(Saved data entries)
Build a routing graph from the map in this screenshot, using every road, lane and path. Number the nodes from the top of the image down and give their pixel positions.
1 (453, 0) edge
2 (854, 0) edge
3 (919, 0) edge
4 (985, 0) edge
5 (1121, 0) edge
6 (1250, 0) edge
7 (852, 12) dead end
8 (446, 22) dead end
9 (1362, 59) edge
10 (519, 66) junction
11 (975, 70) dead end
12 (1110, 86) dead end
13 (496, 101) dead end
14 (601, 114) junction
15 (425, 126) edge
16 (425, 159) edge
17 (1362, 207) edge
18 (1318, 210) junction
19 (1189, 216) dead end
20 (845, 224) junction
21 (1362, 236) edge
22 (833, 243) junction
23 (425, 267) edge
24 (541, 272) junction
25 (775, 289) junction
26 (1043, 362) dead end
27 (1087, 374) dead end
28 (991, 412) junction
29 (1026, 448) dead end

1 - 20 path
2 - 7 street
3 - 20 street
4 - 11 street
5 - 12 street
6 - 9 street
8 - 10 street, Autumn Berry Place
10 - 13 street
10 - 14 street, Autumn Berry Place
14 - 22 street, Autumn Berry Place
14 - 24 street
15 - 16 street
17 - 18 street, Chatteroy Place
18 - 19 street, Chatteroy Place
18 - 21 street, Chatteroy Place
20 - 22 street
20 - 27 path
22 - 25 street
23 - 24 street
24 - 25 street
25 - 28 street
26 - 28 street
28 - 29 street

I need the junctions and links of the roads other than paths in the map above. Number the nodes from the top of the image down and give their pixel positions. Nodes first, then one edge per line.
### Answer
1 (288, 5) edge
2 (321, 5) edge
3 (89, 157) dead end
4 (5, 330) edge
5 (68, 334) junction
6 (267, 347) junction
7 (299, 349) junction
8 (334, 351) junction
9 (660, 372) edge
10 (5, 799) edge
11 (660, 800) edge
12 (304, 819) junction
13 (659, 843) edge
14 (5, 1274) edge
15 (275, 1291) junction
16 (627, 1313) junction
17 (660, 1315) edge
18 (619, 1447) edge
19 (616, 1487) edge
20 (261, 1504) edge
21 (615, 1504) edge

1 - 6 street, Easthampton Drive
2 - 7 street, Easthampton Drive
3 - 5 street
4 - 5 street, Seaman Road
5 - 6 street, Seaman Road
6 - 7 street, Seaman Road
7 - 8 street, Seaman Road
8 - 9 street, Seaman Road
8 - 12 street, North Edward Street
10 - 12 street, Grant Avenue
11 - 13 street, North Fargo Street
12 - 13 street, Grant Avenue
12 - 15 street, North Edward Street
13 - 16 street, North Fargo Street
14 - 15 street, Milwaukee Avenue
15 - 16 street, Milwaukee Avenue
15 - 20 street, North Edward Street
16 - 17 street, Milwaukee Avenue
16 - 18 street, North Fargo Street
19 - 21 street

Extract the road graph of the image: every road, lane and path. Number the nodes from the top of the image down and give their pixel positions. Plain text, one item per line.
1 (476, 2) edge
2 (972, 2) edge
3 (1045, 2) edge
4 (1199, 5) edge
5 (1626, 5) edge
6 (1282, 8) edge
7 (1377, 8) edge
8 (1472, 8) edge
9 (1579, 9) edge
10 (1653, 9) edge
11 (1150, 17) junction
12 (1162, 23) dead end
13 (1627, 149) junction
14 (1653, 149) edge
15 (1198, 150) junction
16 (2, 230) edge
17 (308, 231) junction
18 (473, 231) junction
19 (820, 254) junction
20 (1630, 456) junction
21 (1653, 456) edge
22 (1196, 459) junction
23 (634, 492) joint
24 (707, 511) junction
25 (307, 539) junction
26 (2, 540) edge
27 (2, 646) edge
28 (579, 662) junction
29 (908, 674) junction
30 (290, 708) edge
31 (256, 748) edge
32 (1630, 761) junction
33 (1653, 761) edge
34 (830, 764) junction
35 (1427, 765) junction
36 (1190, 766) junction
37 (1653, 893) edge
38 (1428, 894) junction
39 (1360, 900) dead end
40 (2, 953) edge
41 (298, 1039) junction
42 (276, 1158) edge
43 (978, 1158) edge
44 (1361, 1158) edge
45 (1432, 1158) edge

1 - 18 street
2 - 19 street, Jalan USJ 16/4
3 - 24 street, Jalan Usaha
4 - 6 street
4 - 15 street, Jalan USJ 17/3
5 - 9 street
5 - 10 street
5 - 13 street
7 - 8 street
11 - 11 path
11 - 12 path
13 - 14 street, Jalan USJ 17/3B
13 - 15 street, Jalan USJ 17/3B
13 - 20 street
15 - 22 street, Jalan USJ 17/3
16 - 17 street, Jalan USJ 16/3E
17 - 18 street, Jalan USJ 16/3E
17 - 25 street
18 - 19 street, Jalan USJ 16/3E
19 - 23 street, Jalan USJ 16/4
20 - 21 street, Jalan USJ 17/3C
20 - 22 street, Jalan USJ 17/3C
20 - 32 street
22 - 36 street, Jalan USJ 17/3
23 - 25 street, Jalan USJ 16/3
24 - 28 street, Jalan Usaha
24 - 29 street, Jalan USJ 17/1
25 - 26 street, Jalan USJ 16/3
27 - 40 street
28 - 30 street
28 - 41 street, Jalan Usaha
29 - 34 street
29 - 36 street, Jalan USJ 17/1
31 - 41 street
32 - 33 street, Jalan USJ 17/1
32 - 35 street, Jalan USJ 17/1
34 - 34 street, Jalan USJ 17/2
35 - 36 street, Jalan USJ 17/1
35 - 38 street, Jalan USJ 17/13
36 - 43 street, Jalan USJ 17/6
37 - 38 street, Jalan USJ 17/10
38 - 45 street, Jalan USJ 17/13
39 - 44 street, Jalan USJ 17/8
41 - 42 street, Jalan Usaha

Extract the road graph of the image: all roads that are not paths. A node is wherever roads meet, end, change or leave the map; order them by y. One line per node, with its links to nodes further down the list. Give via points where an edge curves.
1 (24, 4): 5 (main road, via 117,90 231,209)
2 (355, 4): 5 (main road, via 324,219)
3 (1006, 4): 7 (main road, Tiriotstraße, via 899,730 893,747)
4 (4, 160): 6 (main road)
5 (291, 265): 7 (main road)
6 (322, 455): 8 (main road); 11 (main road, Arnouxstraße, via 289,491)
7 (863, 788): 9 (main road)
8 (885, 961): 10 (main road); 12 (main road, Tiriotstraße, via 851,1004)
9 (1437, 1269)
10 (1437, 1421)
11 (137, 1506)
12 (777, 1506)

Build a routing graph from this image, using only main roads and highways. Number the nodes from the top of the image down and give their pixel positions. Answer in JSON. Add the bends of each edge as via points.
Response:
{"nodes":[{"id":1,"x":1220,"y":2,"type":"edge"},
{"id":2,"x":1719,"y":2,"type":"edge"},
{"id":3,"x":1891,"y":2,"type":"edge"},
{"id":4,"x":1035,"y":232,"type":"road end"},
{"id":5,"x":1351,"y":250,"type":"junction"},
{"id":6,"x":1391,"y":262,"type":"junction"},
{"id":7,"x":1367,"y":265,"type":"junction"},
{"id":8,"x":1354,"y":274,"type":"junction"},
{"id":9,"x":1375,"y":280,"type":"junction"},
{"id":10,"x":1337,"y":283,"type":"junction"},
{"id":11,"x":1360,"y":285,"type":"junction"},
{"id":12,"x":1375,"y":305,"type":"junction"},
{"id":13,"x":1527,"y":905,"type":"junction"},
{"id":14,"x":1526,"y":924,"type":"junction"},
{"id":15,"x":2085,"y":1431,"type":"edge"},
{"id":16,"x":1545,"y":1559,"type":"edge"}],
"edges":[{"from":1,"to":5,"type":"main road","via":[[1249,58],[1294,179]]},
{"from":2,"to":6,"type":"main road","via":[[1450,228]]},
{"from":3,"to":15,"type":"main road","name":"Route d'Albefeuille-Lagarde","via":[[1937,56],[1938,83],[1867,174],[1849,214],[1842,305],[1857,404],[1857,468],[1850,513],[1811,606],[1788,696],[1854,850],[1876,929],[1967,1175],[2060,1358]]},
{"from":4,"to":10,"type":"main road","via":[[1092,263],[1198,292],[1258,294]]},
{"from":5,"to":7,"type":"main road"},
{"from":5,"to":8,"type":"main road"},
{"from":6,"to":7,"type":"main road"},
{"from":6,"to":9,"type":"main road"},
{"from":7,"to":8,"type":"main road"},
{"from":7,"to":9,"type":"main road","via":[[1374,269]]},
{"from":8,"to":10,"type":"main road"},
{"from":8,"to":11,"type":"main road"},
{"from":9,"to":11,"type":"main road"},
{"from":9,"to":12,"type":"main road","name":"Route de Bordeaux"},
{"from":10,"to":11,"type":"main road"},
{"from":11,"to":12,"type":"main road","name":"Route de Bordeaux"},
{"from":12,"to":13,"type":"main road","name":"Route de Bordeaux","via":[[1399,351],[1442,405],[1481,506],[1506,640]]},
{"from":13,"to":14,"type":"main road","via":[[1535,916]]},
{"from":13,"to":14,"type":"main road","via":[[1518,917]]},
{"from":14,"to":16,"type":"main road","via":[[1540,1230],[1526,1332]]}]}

*Your goal*: Which lines above include the word "name"? Show each one.

*Result of the task*:
{"from":3,"to":15,"type":"main road","name":"Route d'Albefeuille-Lagarde","via":[[1937,56],[1938,83],[1867,174],[1849,214],[1842,305],[1857,404],[1857,468],[1850,513],[1811,606],[1788,696],[1854,850],[1876,929],[1967,1175],[2060,1358]]},
{"from":9,"to":12,"type":"main road","name":"Route de Bordeaux"},
{"from":11,"to":12,"type":"main road","name":"Route de Bordeaux"},
{"from":12,"to":13,"type":"main road","name":"Route de Bordeaux","via":[[1399,351],[1442,405],[1481,506],[1506,640]]},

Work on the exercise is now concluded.